- **Assignment**: Identify every line in the records below that contains the word "which", and reproduce each one.

- **Items from a dataset**:

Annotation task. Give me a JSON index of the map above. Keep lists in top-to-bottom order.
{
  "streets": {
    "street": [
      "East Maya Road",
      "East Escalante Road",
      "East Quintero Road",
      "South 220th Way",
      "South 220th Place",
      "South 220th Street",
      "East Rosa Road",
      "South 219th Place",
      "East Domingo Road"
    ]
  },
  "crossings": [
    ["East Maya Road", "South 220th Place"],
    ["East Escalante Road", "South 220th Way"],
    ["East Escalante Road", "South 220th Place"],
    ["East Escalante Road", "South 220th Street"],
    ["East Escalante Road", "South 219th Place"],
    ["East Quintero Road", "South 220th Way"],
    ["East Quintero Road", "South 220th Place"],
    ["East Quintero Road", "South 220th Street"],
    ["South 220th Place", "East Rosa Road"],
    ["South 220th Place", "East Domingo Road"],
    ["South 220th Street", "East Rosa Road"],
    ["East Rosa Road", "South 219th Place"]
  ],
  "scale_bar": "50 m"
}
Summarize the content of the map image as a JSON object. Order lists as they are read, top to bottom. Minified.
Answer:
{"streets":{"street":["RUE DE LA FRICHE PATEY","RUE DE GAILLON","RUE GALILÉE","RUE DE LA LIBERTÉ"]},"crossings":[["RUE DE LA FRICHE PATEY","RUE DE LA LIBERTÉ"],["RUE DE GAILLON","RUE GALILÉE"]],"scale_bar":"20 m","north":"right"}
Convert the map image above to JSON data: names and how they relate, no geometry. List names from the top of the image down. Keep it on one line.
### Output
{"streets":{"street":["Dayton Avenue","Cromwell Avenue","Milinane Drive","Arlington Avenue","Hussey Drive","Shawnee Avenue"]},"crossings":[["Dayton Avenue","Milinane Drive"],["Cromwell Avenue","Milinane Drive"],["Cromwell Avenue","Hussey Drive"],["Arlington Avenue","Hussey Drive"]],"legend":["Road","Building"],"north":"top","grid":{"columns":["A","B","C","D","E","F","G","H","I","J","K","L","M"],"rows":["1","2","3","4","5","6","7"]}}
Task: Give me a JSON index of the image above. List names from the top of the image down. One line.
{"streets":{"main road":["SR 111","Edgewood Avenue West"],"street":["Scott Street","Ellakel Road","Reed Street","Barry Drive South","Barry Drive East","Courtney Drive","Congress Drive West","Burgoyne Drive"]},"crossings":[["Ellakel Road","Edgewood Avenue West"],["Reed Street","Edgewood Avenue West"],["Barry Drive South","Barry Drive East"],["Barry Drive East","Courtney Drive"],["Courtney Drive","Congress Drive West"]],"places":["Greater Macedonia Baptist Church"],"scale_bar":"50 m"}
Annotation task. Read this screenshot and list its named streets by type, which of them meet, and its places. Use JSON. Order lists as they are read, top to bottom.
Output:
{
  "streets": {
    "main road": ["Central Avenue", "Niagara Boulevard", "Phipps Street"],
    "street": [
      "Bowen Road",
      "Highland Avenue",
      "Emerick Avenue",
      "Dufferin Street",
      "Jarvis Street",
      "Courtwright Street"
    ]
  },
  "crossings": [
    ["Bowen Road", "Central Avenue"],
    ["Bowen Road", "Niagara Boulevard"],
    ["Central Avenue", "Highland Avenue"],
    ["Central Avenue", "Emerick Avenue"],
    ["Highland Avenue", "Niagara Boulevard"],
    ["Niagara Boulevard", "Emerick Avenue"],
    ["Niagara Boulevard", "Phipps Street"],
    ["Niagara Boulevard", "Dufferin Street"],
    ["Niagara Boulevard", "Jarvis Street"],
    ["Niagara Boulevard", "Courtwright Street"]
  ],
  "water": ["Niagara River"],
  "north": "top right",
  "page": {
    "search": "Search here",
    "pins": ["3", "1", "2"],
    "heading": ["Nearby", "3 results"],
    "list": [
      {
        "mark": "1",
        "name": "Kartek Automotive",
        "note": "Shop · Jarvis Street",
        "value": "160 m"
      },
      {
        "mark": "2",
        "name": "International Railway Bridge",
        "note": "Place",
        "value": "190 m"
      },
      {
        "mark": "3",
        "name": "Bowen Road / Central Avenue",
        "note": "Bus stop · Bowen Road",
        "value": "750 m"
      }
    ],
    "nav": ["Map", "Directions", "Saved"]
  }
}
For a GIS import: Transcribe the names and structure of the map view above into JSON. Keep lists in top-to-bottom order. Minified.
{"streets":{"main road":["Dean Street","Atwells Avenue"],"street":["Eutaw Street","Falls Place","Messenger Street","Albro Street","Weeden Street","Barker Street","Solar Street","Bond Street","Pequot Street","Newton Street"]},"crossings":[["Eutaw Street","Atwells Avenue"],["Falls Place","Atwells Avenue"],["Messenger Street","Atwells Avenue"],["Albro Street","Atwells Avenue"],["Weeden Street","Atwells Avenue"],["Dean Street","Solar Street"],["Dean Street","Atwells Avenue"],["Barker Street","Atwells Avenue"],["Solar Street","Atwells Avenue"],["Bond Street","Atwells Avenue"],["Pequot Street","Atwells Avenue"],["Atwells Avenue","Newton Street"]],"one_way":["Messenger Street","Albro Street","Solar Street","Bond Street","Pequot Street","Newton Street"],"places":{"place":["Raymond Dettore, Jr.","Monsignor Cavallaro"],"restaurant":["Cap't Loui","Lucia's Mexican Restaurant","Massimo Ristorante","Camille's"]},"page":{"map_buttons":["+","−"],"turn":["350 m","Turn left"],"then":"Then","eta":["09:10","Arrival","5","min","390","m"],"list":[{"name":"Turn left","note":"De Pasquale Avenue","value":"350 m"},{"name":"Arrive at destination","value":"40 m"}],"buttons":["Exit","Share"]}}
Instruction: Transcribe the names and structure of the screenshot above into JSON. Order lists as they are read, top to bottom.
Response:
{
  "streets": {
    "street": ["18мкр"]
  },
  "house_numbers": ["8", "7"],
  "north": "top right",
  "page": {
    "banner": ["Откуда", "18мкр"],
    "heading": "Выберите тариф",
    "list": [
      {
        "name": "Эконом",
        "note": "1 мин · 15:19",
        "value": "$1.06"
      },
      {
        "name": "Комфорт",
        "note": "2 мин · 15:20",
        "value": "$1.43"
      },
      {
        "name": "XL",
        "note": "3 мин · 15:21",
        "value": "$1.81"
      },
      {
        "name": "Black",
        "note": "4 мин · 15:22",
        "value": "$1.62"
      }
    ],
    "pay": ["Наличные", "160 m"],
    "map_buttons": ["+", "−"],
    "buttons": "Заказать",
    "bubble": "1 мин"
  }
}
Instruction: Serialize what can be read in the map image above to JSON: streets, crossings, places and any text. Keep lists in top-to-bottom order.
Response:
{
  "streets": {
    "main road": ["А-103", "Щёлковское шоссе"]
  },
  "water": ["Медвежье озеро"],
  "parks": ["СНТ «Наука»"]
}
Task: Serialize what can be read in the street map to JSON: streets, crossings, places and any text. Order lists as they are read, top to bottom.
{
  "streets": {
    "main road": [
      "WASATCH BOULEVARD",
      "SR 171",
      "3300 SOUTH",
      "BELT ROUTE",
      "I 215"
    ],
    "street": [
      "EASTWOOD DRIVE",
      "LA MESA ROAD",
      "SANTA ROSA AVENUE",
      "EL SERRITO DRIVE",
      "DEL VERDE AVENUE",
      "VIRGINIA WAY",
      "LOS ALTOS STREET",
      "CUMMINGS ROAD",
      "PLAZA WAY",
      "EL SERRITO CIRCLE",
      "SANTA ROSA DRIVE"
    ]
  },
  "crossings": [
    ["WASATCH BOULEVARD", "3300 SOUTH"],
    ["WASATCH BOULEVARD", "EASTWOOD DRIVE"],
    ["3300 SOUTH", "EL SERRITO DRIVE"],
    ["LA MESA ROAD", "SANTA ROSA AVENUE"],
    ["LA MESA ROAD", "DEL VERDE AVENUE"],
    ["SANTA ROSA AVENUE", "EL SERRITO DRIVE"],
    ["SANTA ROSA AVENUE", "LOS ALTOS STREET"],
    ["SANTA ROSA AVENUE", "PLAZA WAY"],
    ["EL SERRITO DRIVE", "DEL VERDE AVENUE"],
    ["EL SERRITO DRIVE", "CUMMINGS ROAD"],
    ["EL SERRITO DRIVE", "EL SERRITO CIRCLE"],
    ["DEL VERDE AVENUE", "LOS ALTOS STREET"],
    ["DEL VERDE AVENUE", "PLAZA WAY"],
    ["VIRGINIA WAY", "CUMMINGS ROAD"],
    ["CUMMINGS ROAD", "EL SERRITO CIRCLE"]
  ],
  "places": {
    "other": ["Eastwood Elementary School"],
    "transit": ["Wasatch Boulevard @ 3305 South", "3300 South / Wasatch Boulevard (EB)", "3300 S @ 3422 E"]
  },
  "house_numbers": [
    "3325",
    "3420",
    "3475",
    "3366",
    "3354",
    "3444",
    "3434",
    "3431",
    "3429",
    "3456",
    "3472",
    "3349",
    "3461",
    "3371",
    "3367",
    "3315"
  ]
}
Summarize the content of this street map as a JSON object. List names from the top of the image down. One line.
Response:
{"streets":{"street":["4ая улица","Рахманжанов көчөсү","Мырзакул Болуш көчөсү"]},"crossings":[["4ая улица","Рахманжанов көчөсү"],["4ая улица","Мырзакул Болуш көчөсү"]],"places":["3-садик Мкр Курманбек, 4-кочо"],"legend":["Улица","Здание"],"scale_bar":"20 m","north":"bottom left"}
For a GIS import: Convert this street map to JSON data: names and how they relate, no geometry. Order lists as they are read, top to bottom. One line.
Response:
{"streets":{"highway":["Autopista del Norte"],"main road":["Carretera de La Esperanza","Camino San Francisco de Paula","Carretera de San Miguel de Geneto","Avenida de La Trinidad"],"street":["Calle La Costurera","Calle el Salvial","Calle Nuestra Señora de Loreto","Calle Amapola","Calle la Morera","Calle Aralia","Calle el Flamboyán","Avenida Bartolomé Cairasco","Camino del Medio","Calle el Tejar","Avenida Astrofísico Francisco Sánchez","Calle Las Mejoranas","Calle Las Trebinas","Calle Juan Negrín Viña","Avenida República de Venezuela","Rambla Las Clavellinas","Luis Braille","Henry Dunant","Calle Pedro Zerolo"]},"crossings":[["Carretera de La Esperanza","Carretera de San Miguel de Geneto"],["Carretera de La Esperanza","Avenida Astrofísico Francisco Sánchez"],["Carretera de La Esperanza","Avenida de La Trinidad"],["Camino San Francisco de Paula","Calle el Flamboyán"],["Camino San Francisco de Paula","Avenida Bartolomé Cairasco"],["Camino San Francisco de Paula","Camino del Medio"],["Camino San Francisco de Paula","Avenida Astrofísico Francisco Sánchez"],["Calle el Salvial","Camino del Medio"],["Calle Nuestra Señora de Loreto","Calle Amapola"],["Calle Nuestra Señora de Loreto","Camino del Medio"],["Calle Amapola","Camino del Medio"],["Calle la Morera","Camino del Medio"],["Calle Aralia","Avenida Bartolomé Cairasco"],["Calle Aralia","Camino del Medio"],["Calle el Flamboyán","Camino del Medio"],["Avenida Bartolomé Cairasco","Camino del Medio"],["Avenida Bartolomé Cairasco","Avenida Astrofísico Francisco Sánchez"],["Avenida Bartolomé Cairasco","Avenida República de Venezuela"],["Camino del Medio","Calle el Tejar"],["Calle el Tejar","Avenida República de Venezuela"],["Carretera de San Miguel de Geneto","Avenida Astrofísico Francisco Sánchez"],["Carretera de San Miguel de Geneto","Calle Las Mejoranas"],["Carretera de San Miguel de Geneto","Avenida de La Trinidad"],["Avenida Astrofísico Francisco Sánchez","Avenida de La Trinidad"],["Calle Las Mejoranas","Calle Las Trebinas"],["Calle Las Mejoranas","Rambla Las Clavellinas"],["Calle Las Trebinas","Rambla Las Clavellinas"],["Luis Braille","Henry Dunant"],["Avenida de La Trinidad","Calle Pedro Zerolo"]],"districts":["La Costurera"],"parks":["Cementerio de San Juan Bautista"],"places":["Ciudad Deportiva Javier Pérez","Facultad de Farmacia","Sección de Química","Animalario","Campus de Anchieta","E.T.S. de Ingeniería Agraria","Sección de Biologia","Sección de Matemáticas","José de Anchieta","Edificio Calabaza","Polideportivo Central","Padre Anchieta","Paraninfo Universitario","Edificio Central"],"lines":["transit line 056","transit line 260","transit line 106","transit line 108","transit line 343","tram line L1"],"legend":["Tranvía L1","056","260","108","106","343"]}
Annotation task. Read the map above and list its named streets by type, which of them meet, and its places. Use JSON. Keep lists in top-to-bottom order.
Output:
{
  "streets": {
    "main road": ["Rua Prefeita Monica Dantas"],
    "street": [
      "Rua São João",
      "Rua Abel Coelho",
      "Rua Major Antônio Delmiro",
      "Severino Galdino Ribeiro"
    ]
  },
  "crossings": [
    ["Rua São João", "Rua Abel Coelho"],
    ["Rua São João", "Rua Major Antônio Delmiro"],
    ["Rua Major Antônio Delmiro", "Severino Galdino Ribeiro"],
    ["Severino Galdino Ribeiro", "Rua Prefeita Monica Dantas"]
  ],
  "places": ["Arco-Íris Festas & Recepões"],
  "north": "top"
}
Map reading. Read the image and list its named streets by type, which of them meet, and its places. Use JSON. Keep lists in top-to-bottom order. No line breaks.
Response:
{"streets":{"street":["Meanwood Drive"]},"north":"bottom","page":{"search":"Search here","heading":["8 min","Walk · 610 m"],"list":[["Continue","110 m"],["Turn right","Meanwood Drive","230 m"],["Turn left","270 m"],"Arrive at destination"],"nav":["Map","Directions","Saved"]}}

- **Result for this exercise**:
Annotation task. Read this screenshot and list its named streets by type, which of them meet, and its places. Use JSON. Order lists as they are read, top to bottom.
Annotation task. Read the map above and list its named streets by type, which of them meet, and its places. Use JSON. Keep lists in top-to-bottom order.
Map reading. Read the image and list its named streets by type, which of them meet, and its places. Use JSON. Keep lists in top-to-bottom order. No line breaks.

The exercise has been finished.